◆ Assignment:
Print every entry again exactly, with no pictures.

☆ ☆ ☆ ☆ ☆ ☆ ☆

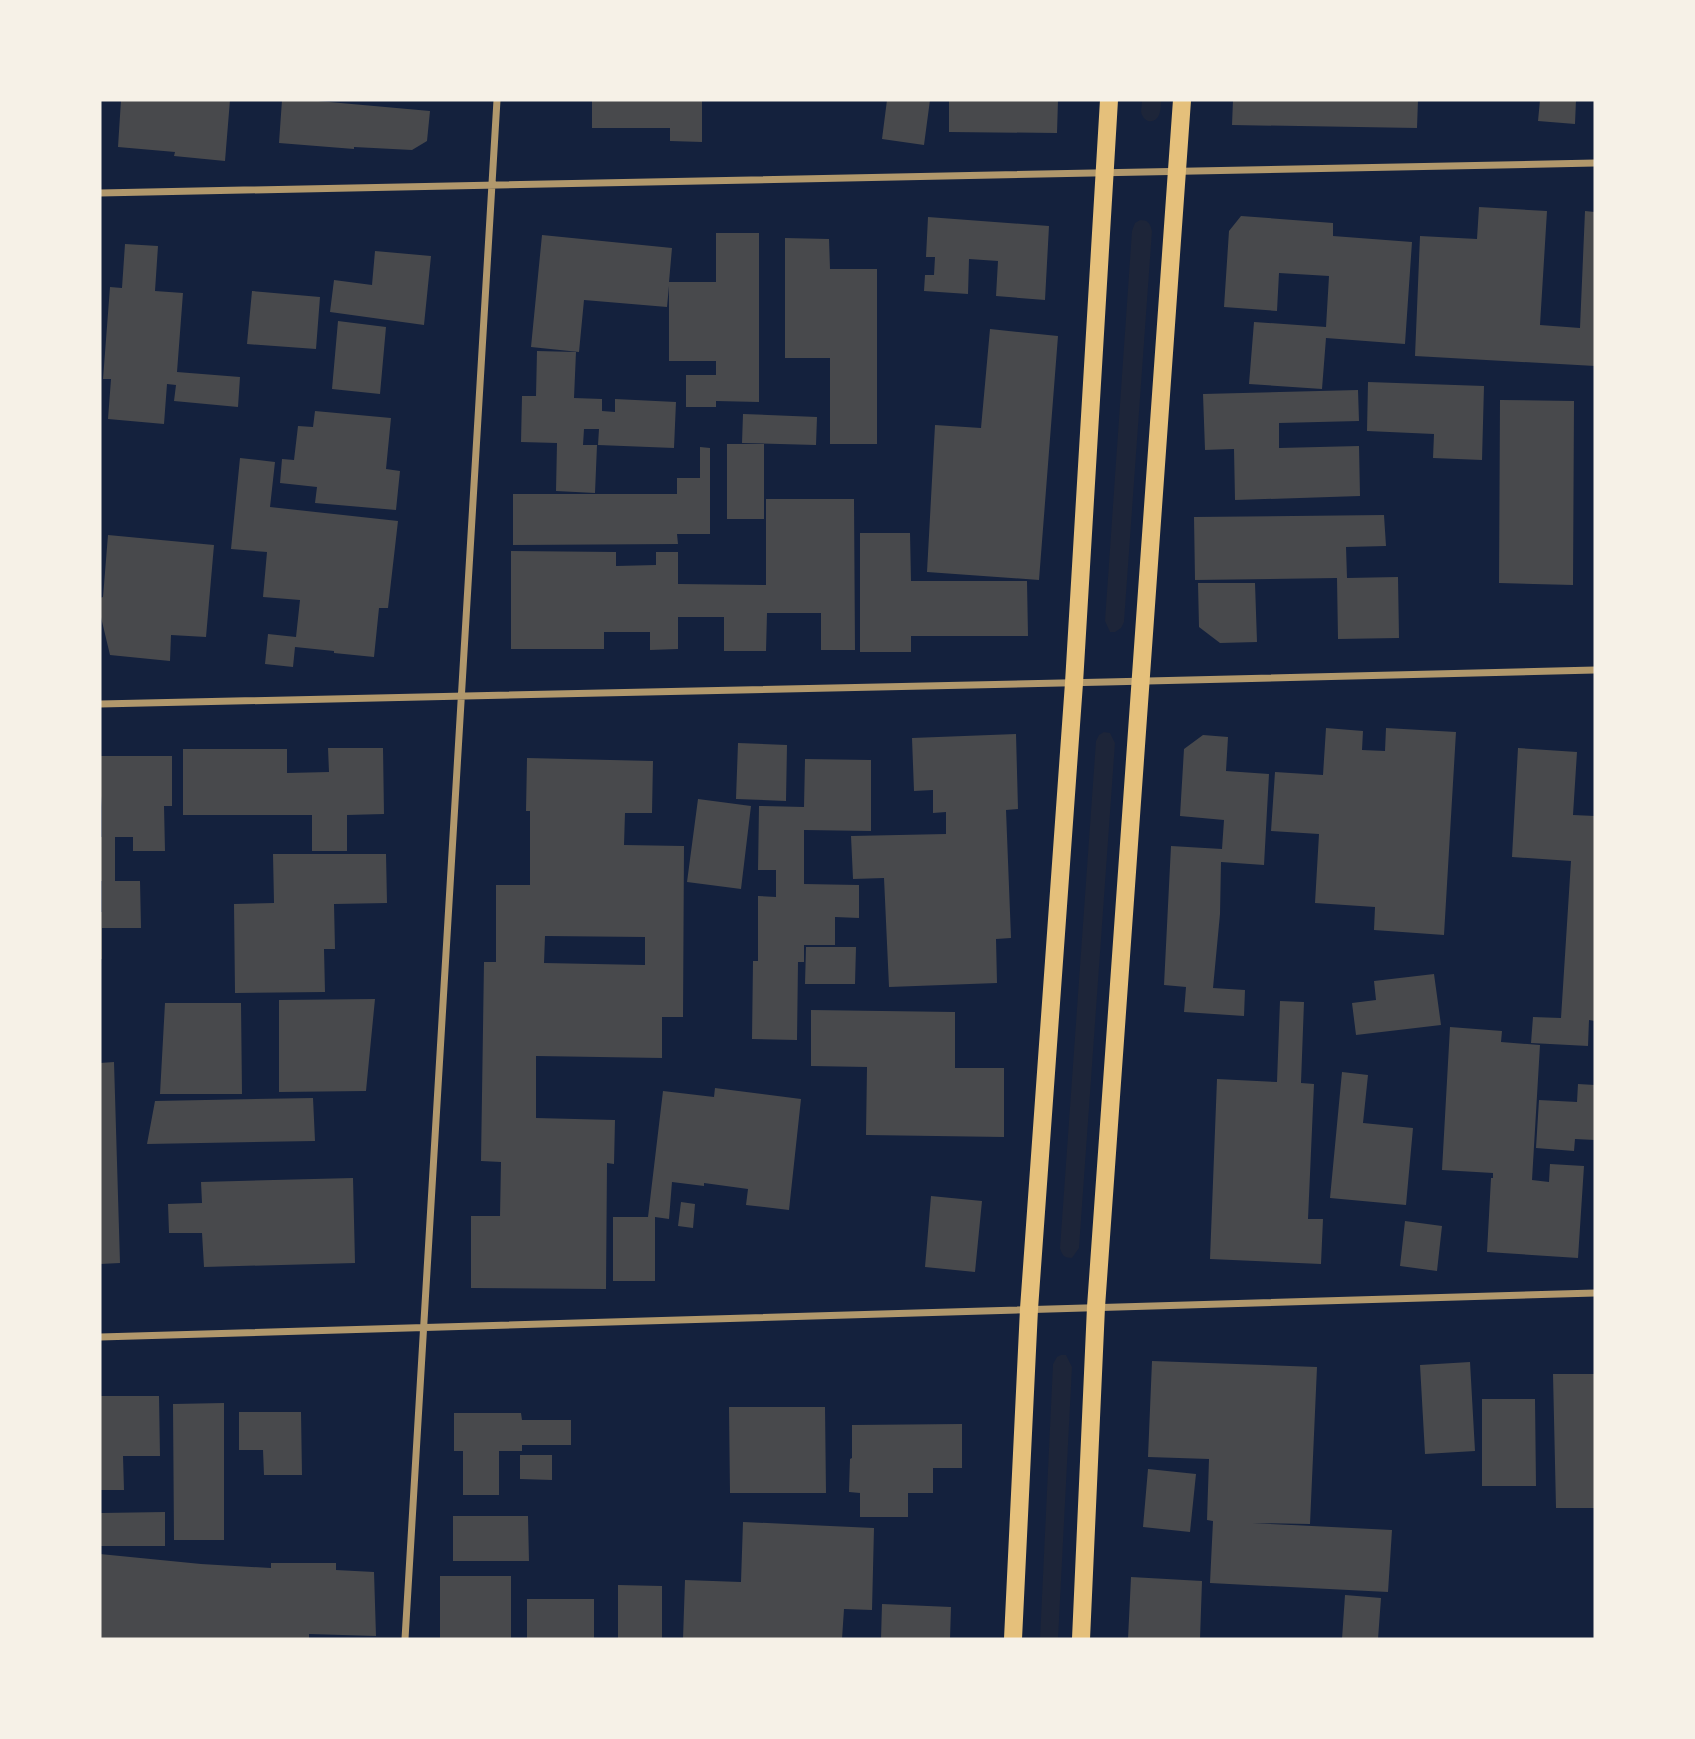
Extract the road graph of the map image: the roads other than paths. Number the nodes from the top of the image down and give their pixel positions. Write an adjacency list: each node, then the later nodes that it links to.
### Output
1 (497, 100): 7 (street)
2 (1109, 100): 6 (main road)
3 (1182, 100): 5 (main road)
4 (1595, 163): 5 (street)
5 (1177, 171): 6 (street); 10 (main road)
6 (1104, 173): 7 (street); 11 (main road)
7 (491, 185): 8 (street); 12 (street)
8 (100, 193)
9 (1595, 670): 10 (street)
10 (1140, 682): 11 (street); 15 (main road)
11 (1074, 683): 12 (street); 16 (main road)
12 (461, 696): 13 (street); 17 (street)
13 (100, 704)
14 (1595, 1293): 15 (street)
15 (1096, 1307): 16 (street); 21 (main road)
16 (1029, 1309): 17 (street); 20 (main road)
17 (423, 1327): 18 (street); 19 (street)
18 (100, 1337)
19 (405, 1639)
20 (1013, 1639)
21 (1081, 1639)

☆ ☆ ☆ ☆ ☆ ☆ ☆

◆ Task result:
Extract the road graph of the map image: the roads other than paths. Number the nodes from the top of the image down and give their pixel positions. Write an adjacency list: each node, then the later nodes that it links to.
### Output
1 (497, 100): 7 (street)
2 (1109, 100): 6 (main road)
3 (1182, 100): 5 (main road)
4 (1595, 163): 5 (street)
5 (1177, 171): 6 (street); 10 (main road)
6 (1104, 173): 7 (street); 11 (main road)
7 (491, 185): 8 (street); 12 (street)
8 (100, 193)
9 (1595, 670): 10 (street)
10 (1140, 682): 11 (street); 15 (main road)
11 (1074, 683): 12 (street); 16 (main road)
12 (461, 696): 13 (street); 17 (street)
13 (100, 704)
14 (1595, 1293): 15 (street)
15 (1096, 1307): 16 (street); 21 (main road)
16 (1029, 1309): 17 (street); 20 (main road)
17 (423, 1327): 18 (street); 19 (street)
18 (100, 1337)
19 (405, 1639)
20 (1013, 1639)
21 (1081, 1639)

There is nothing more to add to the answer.